Vous parlez de révolution, pensez-vous que les banques éco-responsables et éthiques sont l’avenir du système bancaire ?
J.M : Si on regarde en arrière, il y a dix ans, les banques étaient bien différentes de ce qu’elles sont aujourd’hui. Il y a vraiment eu une révolution du digital dans les services bancaires : un usage très mobile et instantané. Il est aujourd’hui temps de faire la révolution écologique de la banque. J’espère que c’est le futur de la banque, en tout cas ce serait bien que ce le soit !
Ce n’est d’ailleurs pas tout noir dans les banques classiques. Il y a beaucoup de bonne volonté et pas mal de choses qui sont déjà mises en place. Ce qui manque de manière générale, c’est une conjoncture entre la concurrence sur le marché, la réglementation et une vraie volonté d’aller plus loin.
Du 27 et 29 mai 2021, Helios participera pour la première fois à l’évènement Change Now. Que représente cette rencontre pour vous ?
J.M : C’est, je pense, le plus bel évènement qui met en avant l’innovation environnementale en France. C’est un moment de célébration de ce qui se fait sur le marché français. Il rappelle que la France est très en avance sur ces sujets-là.
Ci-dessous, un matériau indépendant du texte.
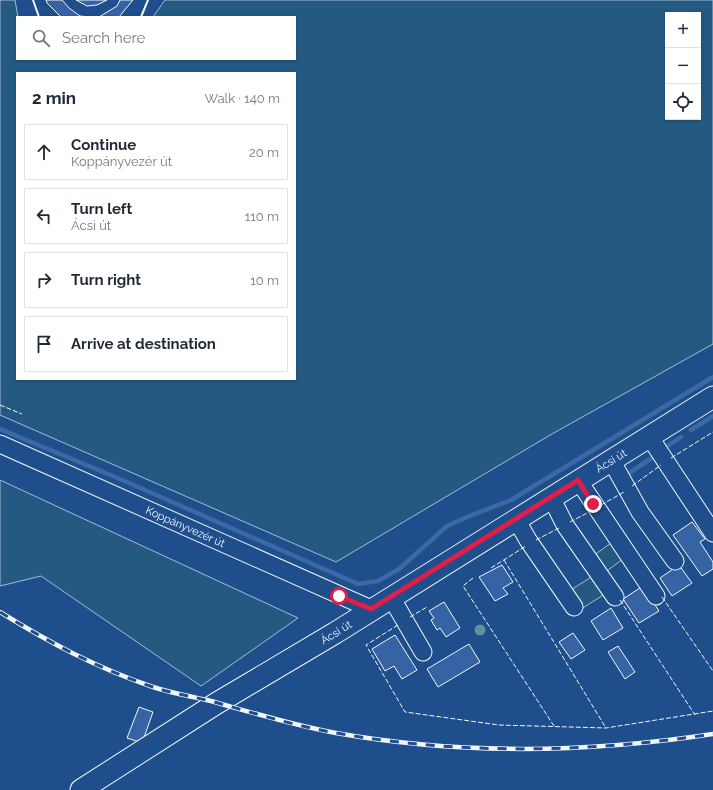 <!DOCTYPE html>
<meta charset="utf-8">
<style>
:root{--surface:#fff;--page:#f6f6f7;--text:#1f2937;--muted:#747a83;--line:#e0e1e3}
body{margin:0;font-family:Raleway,sans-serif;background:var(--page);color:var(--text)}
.controls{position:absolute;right:12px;top:12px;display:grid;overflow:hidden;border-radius:0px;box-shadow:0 1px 3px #0004}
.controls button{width:36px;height:36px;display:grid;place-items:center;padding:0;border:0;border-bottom:1px solid var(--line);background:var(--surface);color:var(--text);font:20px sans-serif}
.stop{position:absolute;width:12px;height:12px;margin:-9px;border:3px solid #e11d48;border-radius:50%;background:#fff}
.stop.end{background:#e11d48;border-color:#fff;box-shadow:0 1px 4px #0008}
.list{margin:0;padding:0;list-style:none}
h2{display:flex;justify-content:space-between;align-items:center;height:52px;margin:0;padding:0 16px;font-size:17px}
h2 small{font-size:13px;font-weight:400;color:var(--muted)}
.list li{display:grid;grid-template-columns:26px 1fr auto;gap:12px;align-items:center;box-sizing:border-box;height:56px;margin:0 8px 8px;padding:0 8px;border:1px solid var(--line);border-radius:0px}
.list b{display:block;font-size:15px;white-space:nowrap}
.list p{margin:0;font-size:13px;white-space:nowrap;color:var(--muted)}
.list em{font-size:13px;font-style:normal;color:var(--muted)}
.icon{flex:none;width:22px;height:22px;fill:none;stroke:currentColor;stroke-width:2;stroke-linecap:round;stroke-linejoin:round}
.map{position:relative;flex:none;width:713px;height:790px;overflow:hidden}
.search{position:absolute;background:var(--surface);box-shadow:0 1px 3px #0004;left:16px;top:16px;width:280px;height:44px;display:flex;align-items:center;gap:10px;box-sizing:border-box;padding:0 14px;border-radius:0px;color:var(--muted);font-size:15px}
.panel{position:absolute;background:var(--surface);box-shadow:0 1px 3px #0004;left:16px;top:72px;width:280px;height:308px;border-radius:0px}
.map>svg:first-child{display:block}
</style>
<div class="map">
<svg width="713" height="790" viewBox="0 0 713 790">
<rect width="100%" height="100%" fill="#1f4e8c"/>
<g fill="#245a82" stroke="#a8bbd7" fill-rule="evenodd">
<path d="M0 0H15L18 17 17 59H295V17H153L165 0H713V344L552 434 336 562 0 415ZM668 15H698V117H668ZM17 73H295V379H17Z"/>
<path d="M0 480 298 618 201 686 41 576 0 586Z"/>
<path d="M611 543 623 559 604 573 593 556Z"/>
<path d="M593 576 605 594 581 609 569 591Z"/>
</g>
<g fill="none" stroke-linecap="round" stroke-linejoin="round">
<g stroke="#3b69a3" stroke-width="4.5">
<path d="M0 429 120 479 358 584 378 581 399 569 447 526 467 517 511 500 713 377"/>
<path d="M691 430 713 416"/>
<path d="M663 449 681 437"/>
<path d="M626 475 652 458"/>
</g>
</g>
<g fill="#3563a3" stroke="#f2f6ff">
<path d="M46 0H62L69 8 80 16 90 17H61L47 3Z"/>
<path d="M76 0H107L97 5 87 6Z"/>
<path d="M120 0H133L119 17H99L117 6Z"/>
<path d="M692 522 705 539 700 542 713 562V569L702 576 673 535Z"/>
<path d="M502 565 513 582 503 588 508 594 495 601 479 577Z"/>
<path d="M679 565 692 583 672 596 660 578Z"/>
<path d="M643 586 659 611 639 623 623 599Z"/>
<path d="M444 602 460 628 446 637 440 628 437 630 431 620 434 618 429 611Z"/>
<path d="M611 608 623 628 603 640 591 621Z"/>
<path d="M573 633 585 650 571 659 559 642Z"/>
<path d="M395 635 417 670 402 679 394 666 385 671 372 649Z"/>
<path d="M469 644 480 662 438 687 427 669Z"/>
<path d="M618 646 635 672 625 679 608 652Z"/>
<path d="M139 707 153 712 142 743 127 738Z"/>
</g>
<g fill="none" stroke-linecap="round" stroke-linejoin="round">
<g stroke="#f2f6ff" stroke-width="19">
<g id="minor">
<path d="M649 436 713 533"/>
<path id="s1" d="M0 444 371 609"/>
<path d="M611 460 640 512 675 561"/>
<path d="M578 480 656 596"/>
<path d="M551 497 565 525 615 597"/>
<path d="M516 519 528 540 574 607"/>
<path d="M391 597 423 652"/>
</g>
</g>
<g stroke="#f2f6ff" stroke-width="23">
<g id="major">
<path id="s2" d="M81 790 217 703 335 633 713 397"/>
</g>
</g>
<use href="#minor" stroke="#1f4e8c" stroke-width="17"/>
<use href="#major" stroke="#1f4e8c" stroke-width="21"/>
<g stroke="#f2f6ff" stroke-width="4.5">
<path id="rail" d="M0 612C50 643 97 668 153 687 174 694 196 697 218 703 257 714 296 726 336 733 461 755 588 753 713 734"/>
</g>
<use href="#rail" stroke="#1f4e8c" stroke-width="3" stroke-dasharray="9" stroke-linecap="butt"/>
<g stroke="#f2f6ff" stroke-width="1" stroke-dasharray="5 2" stroke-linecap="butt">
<path d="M0 405 22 414"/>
<path d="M671 458 713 432"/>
<path d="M632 486 661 465"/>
<path d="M601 505 624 492"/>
<path d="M570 522 591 511"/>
<path d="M536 540 561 527"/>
<path d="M504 560 606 728"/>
<path d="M491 568 526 546"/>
<path d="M473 578 463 586 554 726"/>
<path d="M662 597 713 671"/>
<path d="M620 600 695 715"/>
<path d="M410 617 427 607"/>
<path d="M398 625 366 645 405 712 499 725 606 728 713 711"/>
</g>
<g stroke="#f2f6ff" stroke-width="2">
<path d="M33 0 39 17"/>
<path d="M141 17 148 0"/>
</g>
</g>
<circle fill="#61919a" cx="480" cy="630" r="5.5"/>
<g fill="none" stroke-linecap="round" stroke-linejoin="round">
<path stroke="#e11d48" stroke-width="5" d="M339 596 371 609 578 480 593 504"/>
</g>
<g text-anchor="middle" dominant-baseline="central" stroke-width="3" stroke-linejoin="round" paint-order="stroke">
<g font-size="11" fill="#f2f6ff" stroke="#1f4e8c">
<text stroke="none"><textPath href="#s2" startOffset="624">Ácsi út</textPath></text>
<text stroke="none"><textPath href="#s1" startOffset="203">Koppányvezér út</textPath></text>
<text stroke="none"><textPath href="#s2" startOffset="300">Ácsi út</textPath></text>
</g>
</g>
</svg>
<div class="controls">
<button>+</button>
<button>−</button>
<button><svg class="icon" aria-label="locate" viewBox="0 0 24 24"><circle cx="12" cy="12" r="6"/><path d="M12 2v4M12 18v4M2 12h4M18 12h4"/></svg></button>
</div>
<div class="stop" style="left:339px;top:596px"></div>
<div class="stop end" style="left:593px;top:504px"></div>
<div class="search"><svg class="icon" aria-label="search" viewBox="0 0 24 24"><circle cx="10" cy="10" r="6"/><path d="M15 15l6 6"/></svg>Search here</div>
<section class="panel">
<h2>2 min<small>Walk · 140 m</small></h2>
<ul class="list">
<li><svg class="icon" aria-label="ahead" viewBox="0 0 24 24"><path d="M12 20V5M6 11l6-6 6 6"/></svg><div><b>Continue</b><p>Koppányvezér út</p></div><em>20 m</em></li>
<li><svg class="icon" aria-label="left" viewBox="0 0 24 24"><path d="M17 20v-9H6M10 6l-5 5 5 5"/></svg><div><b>Turn left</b><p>Ácsi út</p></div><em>110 m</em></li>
<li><svg class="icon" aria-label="right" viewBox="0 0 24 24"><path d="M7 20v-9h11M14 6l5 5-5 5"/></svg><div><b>Turn right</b></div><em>10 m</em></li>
<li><svg class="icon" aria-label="arrive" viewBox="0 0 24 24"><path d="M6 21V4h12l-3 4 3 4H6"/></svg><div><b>Arrive at destination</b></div></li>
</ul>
</section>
</div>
Change Now, c’est aussi une vitrine pour la France et l’Europe sur les thématiques d’innovation environnementale.
Ce qui est intéressant, c’est qu’il existe beaucoup de ponts possibles entre les entreprises de l’écosystème d’entrepreneuriat social. Chez Helios, nous avons par exemple lancé un forum de partenaires, de fournisseurs d’énergie renouvelable, de plateforme de consommation durable, de circuits courts alimentaires. On se rend compte que c’est au travers des liens tissés au cœur de cet écosystème que l’on devient plus fort face aux géants industriels.